Dave and Leanne and Paulette laughed over the occult favour she showed. They called her his little girlfriend; they theorised: it had probably been his voice she’d heard more than any other in the womb, since none of them ever got a word in. Or maybe she was really his – Paulette would make amused slitty eyes – could be, look at the footballer legs on her. Dave would smile amused tolerance. He and Gary went back to Milsom St, three houses apart, and the Beringup cricket club, under-elevens.
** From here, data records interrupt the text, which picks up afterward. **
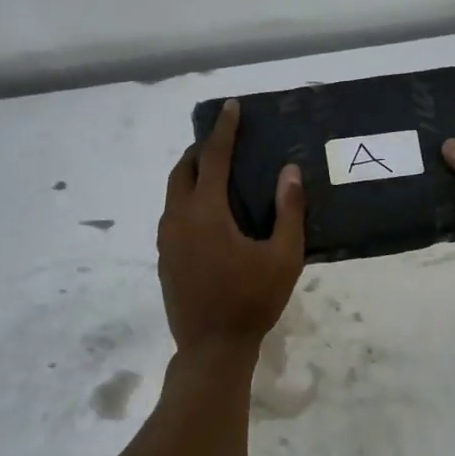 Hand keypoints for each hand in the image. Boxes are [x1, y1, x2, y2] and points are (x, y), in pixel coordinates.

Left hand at [158, 100, 305, 352]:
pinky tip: (209, 214)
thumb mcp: (284, 257)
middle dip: (202, 149)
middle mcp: (178, 218)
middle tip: (224, 142)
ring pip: (174, 192)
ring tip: (217, 173)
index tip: (231, 107)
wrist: (212, 348)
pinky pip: (173, 214)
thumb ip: (288, 210)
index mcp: (206, 212)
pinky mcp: (164, 257)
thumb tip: (290, 171)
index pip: (214, 158)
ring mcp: (166, 239)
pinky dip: (188, 199)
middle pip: (184, 169)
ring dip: (193, 174)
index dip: (224, 130)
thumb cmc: (252, 300) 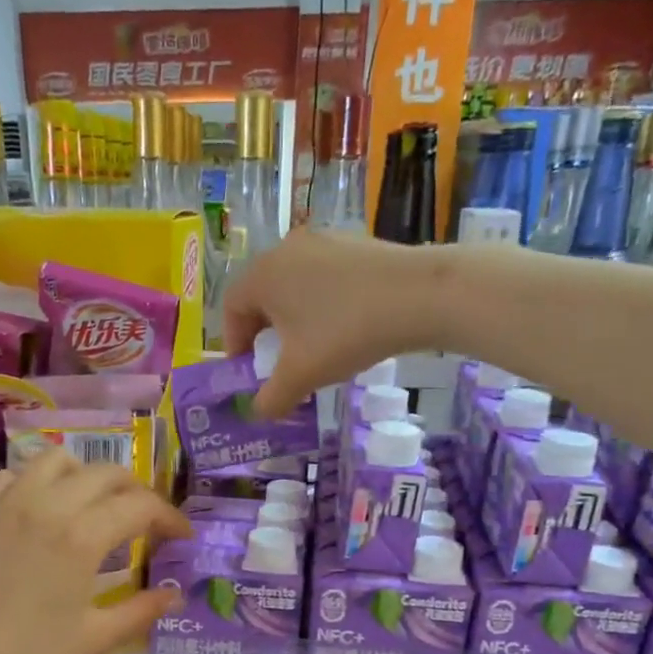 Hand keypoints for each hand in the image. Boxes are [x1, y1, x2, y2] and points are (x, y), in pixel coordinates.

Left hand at [0, 454, 191, 653]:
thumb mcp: (91, 641)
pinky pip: (10, 475)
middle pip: (105, 472)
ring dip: (85, 474)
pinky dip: (34, 482)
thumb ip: (139, 611)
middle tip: (145, 522)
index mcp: (81, 536)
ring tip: (91, 505)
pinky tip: (36, 510)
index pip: (141, 506)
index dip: (170, 518)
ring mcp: (5, 502)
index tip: (182, 538)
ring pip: (56, 459)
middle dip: (136, 491)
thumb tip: (175, 594)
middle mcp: (46, 504)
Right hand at [222, 229, 448, 417]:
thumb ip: (271, 399)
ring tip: (312, 350)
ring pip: (294, 287)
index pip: (231, 308)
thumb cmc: (346, 332)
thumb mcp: (301, 376)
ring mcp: (324, 242)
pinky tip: (344, 329)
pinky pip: (323, 279)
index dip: (234, 344)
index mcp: (263, 274)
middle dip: (264, 334)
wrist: (421, 296)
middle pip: (261, 295)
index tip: (249, 372)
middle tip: (277, 364)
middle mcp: (286, 248)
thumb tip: (260, 411)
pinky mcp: (355, 244)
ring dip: (294, 321)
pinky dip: (322, 306)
They folded out chairs around the open esky. The children played hide-and-seek. Abby had Callan by the wrist; they were hunting together. The others slipped behind trees in the long seconds it took Abby to prod Callan to ten. They giggled, and dangled limbs from behind the slender trunks of gums. Abby made a show of puzzlement. ‘What about over there Cal?’ she told him. ‘I think I hear something.’ But he was corralled with effort, his kittenish attention snagging on interesting twigs, dropped leaves, the flick of a worm gone to ground.

Eventually Paulette announced bedtime. The smallest children shouted but Abby reminded them, ‘Tent guys. We get to sleep in a tent, us kids together.’ Liddy came then, wanting Callan. The two were closest in age, the babies, permitted much. ‘We’re sleeping together,’ Liddy announced, opening her sleeping bag. Leanne and Paulette doled kisses and sorted kicking feet from heads, and hands to the sides of their owners.

By the fire, Gary said something sharp and low, and Dave laughed. Leanne stirred. The fire, the booze, the lowering night, had her sleepy; also she’d done most of the driving. Gary was arking up with the grog and the intoxication of so much space in every direction. You couldn’t get a word in once Gary got going, no point trying. Though she envied sometimes how Paulette managed it. Could make Gary smile too, with the kind of back-in-your-box retorts Leanne wouldn’t have dared even if she could have dreamed them. Though Gary thought Paulette a troll, with thick thighs. Then, he called his own Callan a poof, even as he warmed a hand on his amber head.

The children did eventually sleep, or at least turned silent enough for the parents to forget them. So much space to be loud in; even Leanne found voice. They argued and drank, Gary took her on his knee. Dave fell asleep and no-one noticed until he snored suddenly.

‘What am I s’posed to do with him?’ wondered Paulette, when shaking his arm wouldn’t rouse him.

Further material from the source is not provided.